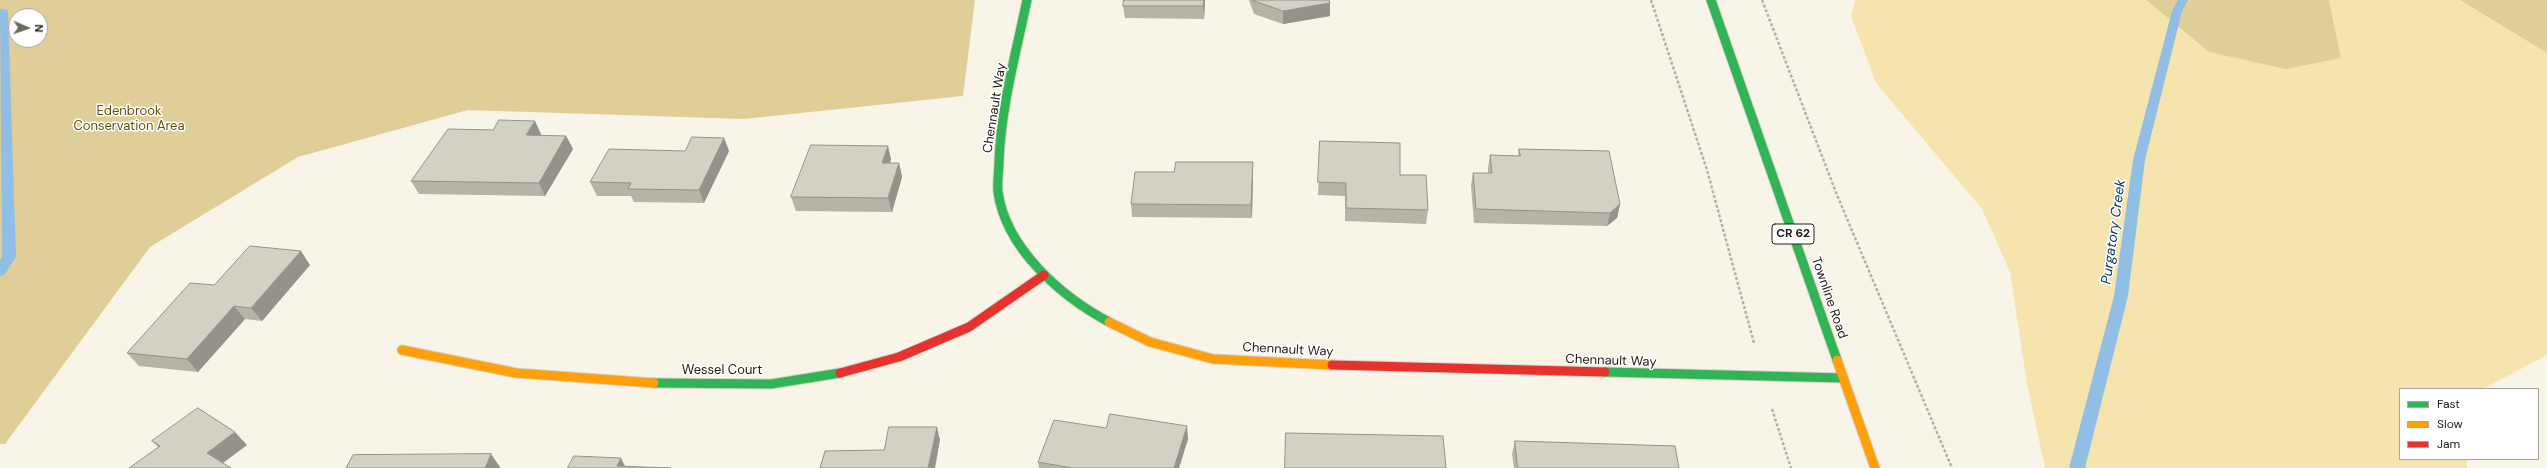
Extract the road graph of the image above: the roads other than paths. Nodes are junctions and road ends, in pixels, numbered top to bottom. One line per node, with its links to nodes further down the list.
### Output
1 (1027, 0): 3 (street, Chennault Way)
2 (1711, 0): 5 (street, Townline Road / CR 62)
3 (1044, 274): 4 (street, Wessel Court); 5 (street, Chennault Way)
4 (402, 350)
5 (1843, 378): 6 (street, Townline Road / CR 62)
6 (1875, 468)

--------------------------------

Aim of the task:
In the copy, no picture may appear; the records themselves must be output exactly.

Solution:
Extract the road graph of the image above: the roads other than paths. Nodes are junctions and road ends, in pixels, numbered top to bottom. One line per node, with its links to nodes further down the list.
### Output
1 (1027, 0): 3 (street, Chennault Way)
2 (1711, 0): 5 (street, Townline Road / CR 62)
3 (1044, 274): 4 (street, Wessel Court); 5 (street, Chennault Way)
4 (402, 350)
5 (1843, 378): 6 (street, Townline Road / CR 62)
6 (1875, 468)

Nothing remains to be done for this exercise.